Leaving the big cat to squirm and stew for the nonce, Bili beamed to the newcomer, “Greet the Sacred Sun, Stealth. How is my cub, and your own?”

Her delight was obvious; she paced to Bili’s side and laid her neat head against his knee, purring her joy while beaming, “Greet the Scared Sun, chief of cat brothers. Your cub is well, though not yet ready to join mine own in hunting lizards and voles. As for your orders, all the other fighters you left at the den of Count Sandee were marching north to join you, so I asked the advice of Count Sandee himself, and that of my wise twoleg cat sister, Zainehp, and they both assured me that you would assuredly welcome even one more proven fighter, beset as you were by enemies. Were they wrong in their counsel, cat brother? Should I have stayed behind and let them ride to aid you without me?”

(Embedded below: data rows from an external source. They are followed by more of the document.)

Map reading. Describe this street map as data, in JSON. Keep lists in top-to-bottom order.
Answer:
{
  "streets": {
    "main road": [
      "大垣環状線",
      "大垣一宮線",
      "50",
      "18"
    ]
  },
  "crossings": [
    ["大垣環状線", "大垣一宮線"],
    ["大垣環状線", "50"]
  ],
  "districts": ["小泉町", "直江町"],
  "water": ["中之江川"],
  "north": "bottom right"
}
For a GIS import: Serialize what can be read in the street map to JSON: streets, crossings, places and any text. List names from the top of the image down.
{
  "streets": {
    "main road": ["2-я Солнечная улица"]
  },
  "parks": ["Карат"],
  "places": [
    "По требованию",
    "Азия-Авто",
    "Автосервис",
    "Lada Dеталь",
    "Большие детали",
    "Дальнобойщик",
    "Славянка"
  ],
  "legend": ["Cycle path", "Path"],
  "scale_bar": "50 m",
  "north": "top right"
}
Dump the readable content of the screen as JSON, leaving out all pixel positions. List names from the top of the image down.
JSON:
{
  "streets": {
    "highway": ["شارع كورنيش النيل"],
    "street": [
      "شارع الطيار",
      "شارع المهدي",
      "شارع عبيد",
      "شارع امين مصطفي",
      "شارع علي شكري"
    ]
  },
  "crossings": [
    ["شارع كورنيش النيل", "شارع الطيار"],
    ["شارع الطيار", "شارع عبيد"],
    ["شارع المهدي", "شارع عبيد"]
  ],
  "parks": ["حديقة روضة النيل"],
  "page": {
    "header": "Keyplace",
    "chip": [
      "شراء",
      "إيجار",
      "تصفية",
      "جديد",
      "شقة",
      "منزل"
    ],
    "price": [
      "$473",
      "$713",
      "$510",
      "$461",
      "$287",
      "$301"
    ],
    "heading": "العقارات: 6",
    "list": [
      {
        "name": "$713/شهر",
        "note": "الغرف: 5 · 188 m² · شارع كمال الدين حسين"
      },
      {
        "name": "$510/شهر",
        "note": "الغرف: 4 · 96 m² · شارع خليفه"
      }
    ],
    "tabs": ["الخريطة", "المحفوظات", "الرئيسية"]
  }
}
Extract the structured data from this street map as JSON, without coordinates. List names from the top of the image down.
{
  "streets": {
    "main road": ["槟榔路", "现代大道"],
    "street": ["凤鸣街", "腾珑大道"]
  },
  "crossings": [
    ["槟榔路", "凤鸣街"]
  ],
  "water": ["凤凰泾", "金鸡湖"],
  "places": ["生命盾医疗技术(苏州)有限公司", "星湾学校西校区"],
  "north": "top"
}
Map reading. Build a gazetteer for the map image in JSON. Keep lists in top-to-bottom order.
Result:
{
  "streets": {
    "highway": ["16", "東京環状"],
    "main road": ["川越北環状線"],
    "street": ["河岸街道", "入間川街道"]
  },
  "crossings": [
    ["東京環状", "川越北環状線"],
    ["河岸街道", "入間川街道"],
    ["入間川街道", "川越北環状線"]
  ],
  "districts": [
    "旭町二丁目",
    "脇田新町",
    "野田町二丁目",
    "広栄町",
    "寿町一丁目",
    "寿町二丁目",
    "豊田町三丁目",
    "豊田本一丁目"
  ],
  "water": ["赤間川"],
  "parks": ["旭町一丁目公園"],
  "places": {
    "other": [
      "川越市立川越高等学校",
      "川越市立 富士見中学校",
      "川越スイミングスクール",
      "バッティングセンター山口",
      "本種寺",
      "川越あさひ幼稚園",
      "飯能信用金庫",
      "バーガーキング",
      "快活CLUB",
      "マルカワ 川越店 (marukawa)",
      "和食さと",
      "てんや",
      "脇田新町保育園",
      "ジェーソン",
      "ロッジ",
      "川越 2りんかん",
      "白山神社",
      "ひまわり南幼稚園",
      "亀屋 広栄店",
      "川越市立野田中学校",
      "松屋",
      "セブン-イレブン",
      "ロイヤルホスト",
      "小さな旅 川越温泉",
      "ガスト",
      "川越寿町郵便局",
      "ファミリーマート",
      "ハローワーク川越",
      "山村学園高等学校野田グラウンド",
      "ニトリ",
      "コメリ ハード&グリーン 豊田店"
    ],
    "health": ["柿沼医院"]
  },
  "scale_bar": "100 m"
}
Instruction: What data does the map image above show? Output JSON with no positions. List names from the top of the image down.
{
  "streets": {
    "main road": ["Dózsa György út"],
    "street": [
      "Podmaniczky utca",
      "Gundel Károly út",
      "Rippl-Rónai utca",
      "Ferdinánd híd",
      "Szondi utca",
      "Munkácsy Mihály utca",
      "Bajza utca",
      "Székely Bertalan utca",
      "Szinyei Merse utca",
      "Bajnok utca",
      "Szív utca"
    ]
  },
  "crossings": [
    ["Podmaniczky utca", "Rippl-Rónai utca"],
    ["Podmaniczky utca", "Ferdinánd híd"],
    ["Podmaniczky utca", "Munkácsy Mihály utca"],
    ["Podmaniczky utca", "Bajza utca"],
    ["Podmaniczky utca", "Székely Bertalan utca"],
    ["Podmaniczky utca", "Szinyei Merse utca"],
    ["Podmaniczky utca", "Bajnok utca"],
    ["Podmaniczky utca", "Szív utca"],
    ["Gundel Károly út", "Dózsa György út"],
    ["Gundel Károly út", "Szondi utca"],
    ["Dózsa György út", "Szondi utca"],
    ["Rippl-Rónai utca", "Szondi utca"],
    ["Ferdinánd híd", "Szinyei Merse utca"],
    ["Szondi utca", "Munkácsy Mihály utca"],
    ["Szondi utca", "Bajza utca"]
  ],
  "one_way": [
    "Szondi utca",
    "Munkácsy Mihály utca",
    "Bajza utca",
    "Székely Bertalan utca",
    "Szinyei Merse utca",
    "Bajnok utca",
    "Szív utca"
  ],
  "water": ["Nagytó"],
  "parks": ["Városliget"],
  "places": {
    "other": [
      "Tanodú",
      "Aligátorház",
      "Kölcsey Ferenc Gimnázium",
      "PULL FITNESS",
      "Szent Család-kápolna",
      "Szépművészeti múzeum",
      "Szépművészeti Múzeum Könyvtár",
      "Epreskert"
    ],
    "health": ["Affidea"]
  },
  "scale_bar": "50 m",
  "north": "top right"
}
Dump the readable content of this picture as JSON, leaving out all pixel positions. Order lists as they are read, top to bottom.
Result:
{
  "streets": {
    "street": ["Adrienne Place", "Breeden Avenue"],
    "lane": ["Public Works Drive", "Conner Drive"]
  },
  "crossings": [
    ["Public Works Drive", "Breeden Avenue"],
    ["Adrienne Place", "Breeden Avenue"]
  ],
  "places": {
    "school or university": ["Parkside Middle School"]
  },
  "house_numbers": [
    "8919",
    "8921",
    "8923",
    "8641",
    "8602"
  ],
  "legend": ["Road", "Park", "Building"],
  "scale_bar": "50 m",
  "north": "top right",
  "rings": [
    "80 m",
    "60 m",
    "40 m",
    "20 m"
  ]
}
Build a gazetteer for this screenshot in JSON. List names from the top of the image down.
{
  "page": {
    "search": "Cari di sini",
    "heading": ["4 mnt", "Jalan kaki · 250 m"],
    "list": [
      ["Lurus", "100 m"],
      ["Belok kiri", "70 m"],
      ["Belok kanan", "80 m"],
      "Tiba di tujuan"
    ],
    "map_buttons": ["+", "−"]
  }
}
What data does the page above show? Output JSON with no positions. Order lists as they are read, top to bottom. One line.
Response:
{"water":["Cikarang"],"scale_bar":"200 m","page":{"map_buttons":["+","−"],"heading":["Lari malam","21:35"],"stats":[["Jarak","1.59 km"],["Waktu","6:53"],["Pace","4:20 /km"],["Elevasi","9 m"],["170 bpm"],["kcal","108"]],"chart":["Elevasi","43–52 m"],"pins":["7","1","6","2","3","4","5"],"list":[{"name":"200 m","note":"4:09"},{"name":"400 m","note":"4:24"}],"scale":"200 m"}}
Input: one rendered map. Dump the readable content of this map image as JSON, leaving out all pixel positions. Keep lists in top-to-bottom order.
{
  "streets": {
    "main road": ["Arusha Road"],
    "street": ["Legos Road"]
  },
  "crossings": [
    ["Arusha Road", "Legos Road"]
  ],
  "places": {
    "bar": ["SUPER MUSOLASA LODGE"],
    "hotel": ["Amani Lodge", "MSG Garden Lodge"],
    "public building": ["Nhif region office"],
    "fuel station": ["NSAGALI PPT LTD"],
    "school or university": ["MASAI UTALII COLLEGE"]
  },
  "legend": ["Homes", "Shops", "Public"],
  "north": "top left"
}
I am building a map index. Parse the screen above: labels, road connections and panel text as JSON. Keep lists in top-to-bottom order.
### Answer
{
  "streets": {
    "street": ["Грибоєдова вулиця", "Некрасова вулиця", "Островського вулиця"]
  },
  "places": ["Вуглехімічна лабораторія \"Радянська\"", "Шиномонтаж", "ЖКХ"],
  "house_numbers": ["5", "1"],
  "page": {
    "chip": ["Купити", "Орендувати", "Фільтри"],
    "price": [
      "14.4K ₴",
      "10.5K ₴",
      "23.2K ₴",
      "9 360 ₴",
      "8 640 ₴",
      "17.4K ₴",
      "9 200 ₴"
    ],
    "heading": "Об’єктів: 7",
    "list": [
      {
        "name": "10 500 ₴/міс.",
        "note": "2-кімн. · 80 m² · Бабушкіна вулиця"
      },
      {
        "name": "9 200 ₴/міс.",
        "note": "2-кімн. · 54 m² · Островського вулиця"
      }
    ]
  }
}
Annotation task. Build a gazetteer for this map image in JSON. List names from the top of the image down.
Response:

Bili ruffled the cat’s neck fur reassuringly. “No, my sister, they were not wrong; when the horn is winded, all charge as one. How many horsemen and Maidens ride with Count Sandee?”

“Almost as many hundreds as I have claws on all my paws, cat brother,” she replied.

“Sun, Wind and Sacred Steel!” beamed Bili in consternation. “Where did old Sir Steev come up with almost two thousand men?”

“Those of Count Sandee and the others of Kuhmbuhluhn are but half or less, cat brother. The others are strange Moon Maidens and strange Ahrmehnee, many, many of them, along with certain of your fighters I remember from the long march and the battle before the earth moved and the burning rocks set the forests all ablaze. They are led by a twoleg called Sir Geros.”

“Geros! Sir Geros Lahvoheetos? Here, in New Kuhmbuhluhn? But how? Why? No, no need for you to try to answer, Stealth. I think I know the answers to those questions, though what I ever did to deserve such a degree of loyalty ... I wonder just how many long months that brave, faithful man has ridden these mountains in search of me.”

He beamed again to Whitetip. “This will teach you, I hope, brother chief, not to jump to erroneous conclusions ... if that’s what you did, this time. Nor shall I inquire further as to the reason for your lengthy absence from your assigned duties. For now, your assignment is to see Stealth here well fed and furnished a comfortable place to rest until I am ready to again meet with you two. A Skohshun herald is due this day, and I must welcome him and entertain him. When I am free to do so, I’ll mindcall you. Dismiss.”

Thoheeks Bili’s mindcall, however, came far sooner than either the sulking Whitetip or Bili himself had expected. It was issued hard on the heels of the young commander’s initial meeting with the Skohshun herald, Sir Djahn Makadahm.

“Chief Whitetip,” Bili beamed urgently, “immediately it is dark enough to hide you, hie you down to the Skohshun camp and bring me back a report on the following: how badly the camp was damaged, if there are significantly fewer twolegs, and how many of those twolegs seem to be seriously hurt—that is, unable to easily stand or walk about without help.